About this task —
In your answer, every line of the records should be written out exactly.

Exercise material —
-.-.-
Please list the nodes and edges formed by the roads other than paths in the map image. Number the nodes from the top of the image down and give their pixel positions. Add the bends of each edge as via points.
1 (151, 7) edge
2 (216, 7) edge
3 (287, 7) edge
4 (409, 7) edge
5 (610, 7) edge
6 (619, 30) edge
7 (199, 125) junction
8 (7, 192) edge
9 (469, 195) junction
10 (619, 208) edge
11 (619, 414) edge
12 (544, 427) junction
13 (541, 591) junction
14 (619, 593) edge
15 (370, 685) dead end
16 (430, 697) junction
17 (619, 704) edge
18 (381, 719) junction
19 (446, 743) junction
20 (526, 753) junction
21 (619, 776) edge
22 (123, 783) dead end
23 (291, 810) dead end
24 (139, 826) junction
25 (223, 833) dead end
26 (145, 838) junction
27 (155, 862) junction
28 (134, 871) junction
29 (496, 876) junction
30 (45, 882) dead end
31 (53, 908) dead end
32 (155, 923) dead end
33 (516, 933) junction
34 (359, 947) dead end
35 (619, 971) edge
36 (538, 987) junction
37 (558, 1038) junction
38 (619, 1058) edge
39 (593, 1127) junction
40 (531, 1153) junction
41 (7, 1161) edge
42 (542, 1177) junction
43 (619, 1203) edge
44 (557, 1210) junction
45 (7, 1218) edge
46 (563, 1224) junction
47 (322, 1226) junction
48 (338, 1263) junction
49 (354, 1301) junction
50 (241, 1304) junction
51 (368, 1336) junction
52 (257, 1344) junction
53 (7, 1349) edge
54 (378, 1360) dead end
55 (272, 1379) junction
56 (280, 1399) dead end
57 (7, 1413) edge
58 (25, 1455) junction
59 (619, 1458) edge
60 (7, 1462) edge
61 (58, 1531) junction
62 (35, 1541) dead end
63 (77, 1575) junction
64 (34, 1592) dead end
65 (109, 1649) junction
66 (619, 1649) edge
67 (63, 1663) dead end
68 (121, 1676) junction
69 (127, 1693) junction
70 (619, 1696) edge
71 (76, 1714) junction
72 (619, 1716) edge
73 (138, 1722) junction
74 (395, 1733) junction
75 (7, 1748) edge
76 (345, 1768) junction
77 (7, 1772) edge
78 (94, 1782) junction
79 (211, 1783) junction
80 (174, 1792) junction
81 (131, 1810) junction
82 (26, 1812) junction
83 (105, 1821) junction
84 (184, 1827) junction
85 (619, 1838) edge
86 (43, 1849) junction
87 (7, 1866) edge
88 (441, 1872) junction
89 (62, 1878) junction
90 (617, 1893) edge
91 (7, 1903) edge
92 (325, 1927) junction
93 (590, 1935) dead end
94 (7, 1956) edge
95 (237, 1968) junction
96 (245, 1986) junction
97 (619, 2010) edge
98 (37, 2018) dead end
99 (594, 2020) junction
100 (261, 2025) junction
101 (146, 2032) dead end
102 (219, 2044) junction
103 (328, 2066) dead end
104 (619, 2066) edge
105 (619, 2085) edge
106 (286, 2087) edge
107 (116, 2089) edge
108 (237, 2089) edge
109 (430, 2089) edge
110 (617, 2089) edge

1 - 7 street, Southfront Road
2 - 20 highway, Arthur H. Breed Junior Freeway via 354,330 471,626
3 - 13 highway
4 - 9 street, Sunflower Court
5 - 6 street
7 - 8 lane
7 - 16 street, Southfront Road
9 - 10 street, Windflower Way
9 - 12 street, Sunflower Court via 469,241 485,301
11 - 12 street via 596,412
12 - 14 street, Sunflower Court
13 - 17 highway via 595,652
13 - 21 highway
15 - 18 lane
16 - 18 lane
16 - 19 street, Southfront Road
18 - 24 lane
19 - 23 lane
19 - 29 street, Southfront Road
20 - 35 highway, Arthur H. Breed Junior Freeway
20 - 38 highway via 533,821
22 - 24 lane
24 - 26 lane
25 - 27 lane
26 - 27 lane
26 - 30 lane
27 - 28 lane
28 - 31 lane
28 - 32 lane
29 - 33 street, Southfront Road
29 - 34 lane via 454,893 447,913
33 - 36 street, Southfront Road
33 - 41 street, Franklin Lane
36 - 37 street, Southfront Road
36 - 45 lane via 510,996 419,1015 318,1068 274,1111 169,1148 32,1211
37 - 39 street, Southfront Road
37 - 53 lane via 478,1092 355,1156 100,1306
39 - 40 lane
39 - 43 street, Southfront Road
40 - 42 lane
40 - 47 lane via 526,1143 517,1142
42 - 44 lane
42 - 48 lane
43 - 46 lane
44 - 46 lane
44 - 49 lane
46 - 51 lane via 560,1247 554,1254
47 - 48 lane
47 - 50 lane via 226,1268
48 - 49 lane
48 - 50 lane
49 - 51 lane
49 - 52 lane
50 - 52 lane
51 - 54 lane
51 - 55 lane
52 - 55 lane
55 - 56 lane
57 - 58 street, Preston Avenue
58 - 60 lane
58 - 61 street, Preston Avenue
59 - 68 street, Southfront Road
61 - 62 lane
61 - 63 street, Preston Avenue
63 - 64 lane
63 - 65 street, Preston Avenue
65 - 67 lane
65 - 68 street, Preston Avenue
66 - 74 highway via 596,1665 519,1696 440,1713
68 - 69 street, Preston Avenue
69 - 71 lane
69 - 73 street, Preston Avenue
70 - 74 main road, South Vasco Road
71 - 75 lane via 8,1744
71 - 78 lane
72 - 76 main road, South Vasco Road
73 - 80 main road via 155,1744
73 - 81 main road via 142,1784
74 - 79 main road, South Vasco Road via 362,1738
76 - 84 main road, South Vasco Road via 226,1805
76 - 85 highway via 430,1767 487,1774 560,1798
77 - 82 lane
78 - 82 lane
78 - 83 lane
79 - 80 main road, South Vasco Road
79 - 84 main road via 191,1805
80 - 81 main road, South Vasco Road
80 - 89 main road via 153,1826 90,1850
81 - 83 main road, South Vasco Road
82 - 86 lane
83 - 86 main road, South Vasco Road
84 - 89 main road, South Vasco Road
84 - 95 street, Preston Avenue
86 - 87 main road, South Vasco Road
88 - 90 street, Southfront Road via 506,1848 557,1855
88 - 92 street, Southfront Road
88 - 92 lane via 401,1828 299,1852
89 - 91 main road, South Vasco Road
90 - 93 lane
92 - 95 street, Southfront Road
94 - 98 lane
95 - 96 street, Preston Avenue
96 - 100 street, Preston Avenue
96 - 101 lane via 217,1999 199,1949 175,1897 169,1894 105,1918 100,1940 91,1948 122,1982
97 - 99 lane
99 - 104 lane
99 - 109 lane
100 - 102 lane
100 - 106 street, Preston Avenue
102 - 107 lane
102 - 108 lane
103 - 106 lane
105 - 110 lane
-.-.-
Answer box —
Please list the nodes and edges formed by the roads other than paths in the map image. Number the nodes from the top of the image down and give their pixel positions. Add the bends of each edge as via points.
1 (151, 7) edge
2 (216, 7) edge
3 (287, 7) edge
4 (409, 7) edge
5 (610, 7) edge
6 (619, 30) edge
7 (199, 125) junction
8 (7, 192) edge
9 (469, 195) junction
10 (619, 208) edge
11 (619, 414) edge
12 (544, 427) junction
13 (541, 591) junction
14 (619, 593) edge
15 (370, 685) dead end
16 (430, 697) junction
17 (619, 704) edge
18 (381, 719) junction
19 (446, 743) junction
20 (526, 753) junction
21 (619, 776) edge
22 (123, 783) dead end
23 (291, 810) dead end
24 (139, 826) junction
25 (223, 833) dead end
26 (145, 838) junction
27 (155, 862) junction
28 (134, 871) junction
29 (496, 876) junction
30 (45, 882) dead end
31 (53, 908) dead end
32 (155, 923) dead end
33 (516, 933) junction
34 (359, 947) dead end
35 (619, 971) edge
36 (538, 987) junction
37 (558, 1038) junction
38 (619, 1058) edge
39 (593, 1127) junction
40 (531, 1153) junction
41 (7, 1161) edge
42 (542, 1177) junction
43 (619, 1203) edge
44 (557, 1210) junction
45 (7, 1218) edge
46 (563, 1224) junction
47 (322, 1226) junction
48 (338, 1263) junction
49 (354, 1301) junction
50 (241, 1304) junction
51 (368, 1336) junction
52 (257, 1344) junction
53 (7, 1349) edge
54 (378, 1360) dead end
55 (272, 1379) junction
56 (280, 1399) dead end
57 (7, 1413) edge
58 (25, 1455) junction
59 (619, 1458) edge
60 (7, 1462) edge
61 (58, 1531) junction
62 (35, 1541) dead end
63 (77, 1575) junction
64 (34, 1592) dead end
65 (109, 1649) junction
66 (619, 1649) edge
67 (63, 1663) dead end
68 (121, 1676) junction
69 (127, 1693) junction
70 (619, 1696) edge
71 (76, 1714) junction
72 (619, 1716) edge
73 (138, 1722) junction
74 (395, 1733) junction
75 (7, 1748) edge
76 (345, 1768) junction
77 (7, 1772) edge
78 (94, 1782) junction
79 (211, 1783) junction
80 (174, 1792) junction
81 (131, 1810) junction
82 (26, 1812) junction
83 (105, 1821) junction
84 (184, 1827) junction
85 (619, 1838) edge
86 (43, 1849) junction
87 (7, 1866) edge
88 (441, 1872) junction
89 (62, 1878) junction
90 (617, 1893) edge
91 (7, 1903) edge
92 (325, 1927) junction
93 (590, 1935) dead end
94 (7, 1956) edge
95 (237, 1968) junction
96 (245, 1986) junction
97 (619, 2010) edge
98 (37, 2018) dead end
99 (594, 2020) junction
100 (261, 2025) junction
101 (146, 2032) dead end
102 (219, 2044) junction
103 (328, 2066) dead end
104 (619, 2066) edge
105 (619, 2085) edge
106 (286, 2087) edge
107 (116, 2089) edge
108 (237, 2089) edge
109 (430, 2089) edge
110 (617, 2089) edge

1 - 7 street, Southfront Road
2 - 20 highway, Arthur H. Breed Junior Freeway via 354,330 471,626
3 - 13 highway
4 - 9 street, Sunflower Court
5 - 6 street
7 - 8 lane
7 - 16 street, Southfront Road
9 - 10 street, Windflower Way
9 - 12 street, Sunflower Court via 469,241 485,301
11 - 12 street via 596,412
12 - 14 street, Sunflower Court
13 - 17 highway via 595,652
13 - 21 highway
15 - 18 lane
16 - 18 lane
16 - 19 street, Southfront Road
18 - 24 lane
19 - 23 lane
19 - 29 street, Southfront Road
20 - 35 highway, Arthur H. Breed Junior Freeway
20 - 38 highway via 533,821
22 - 24 lane
24 - 26 lane
25 - 27 lane
26 - 27 lane
26 - 30 lane
27 - 28 lane
28 - 31 lane
28 - 32 lane
29 - 33 street, Southfront Road
29 - 34 lane via 454,893 447,913
33 - 36 street, Southfront Road
33 - 41 street, Franklin Lane
36 - 37 street, Southfront Road
36 - 45 lane via 510,996 419,1015 318,1068 274,1111 169,1148 32,1211
37 - 39 street, Southfront Road
37 - 53 lane via 478,1092 355,1156 100,1306
39 - 40 lane
39 - 43 street, Southfront Road
40 - 42 lane
40 - 47 lane via 526,1143 517,1142
42 - 44 lane
42 - 48 lane
43 - 46 lane
44 - 46 lane
44 - 49 lane
46 - 51 lane via 560,1247 554,1254
47 - 48 lane
47 - 50 lane via 226,1268
48 - 49 lane
48 - 50 lane
49 - 51 lane
49 - 52 lane
50 - 52 lane
51 - 54 lane
51 - 55 lane
52 - 55 lane
55 - 56 lane
57 - 58 street, Preston Avenue
58 - 60 lane
58 - 61 street, Preston Avenue
59 - 68 street, Southfront Road
61 - 62 lane
61 - 63 street, Preston Avenue
63 - 64 lane
63 - 65 street, Preston Avenue
65 - 67 lane
65 - 68 street, Preston Avenue
66 - 74 highway via 596,1665 519,1696 440,1713
68 - 69 street, Preston Avenue
69 - 71 lane
69 - 73 street, Preston Avenue
70 - 74 main road, South Vasco Road
71 - 75 lane via 8,1744
71 - 78 lane
72 - 76 main road, South Vasco Road
73 - 80 main road via 155,1744
73 - 81 main road via 142,1784
74 - 79 main road, South Vasco Road via 362,1738
76 - 84 main road, South Vasco Road via 226,1805
76 - 85 highway via 430,1767 487,1774 560,1798
77 - 82 lane
78 - 82 lane
78 - 83 lane
79 - 80 main road, South Vasco Road
79 - 84 main road via 191,1805
80 - 81 main road, South Vasco Road
80 - 89 main road via 153,1826 90,1850
81 - 83 main road, South Vasco Road
82 - 86 lane
83 - 86 main road, South Vasco Road
84 - 89 main road, South Vasco Road
84 - 95 street, Preston Avenue
86 - 87 main road, South Vasco Road
88 - 90 street, Southfront Road via 506,1848 557,1855
88 - 92 street, Southfront Road
88 - 92 lane via 401,1828 299,1852
89 - 91 main road, South Vasco Road
90 - 93 lane
92 - 95 street, Southfront Road
94 - 98 lane
95 - 96 street, Preston Avenue
96 - 100 street, Preston Avenue
96 - 101 lane via 217,1999 199,1949 175,1897 169,1894 105,1918 100,1940 91,1948 122,1982
97 - 99 lane
99 - 104 lane
99 - 109 lane
100 - 102 lane
100 - 106 street, Preston Avenue
102 - 107 lane
102 - 108 lane
103 - 106 lane
105 - 110 lane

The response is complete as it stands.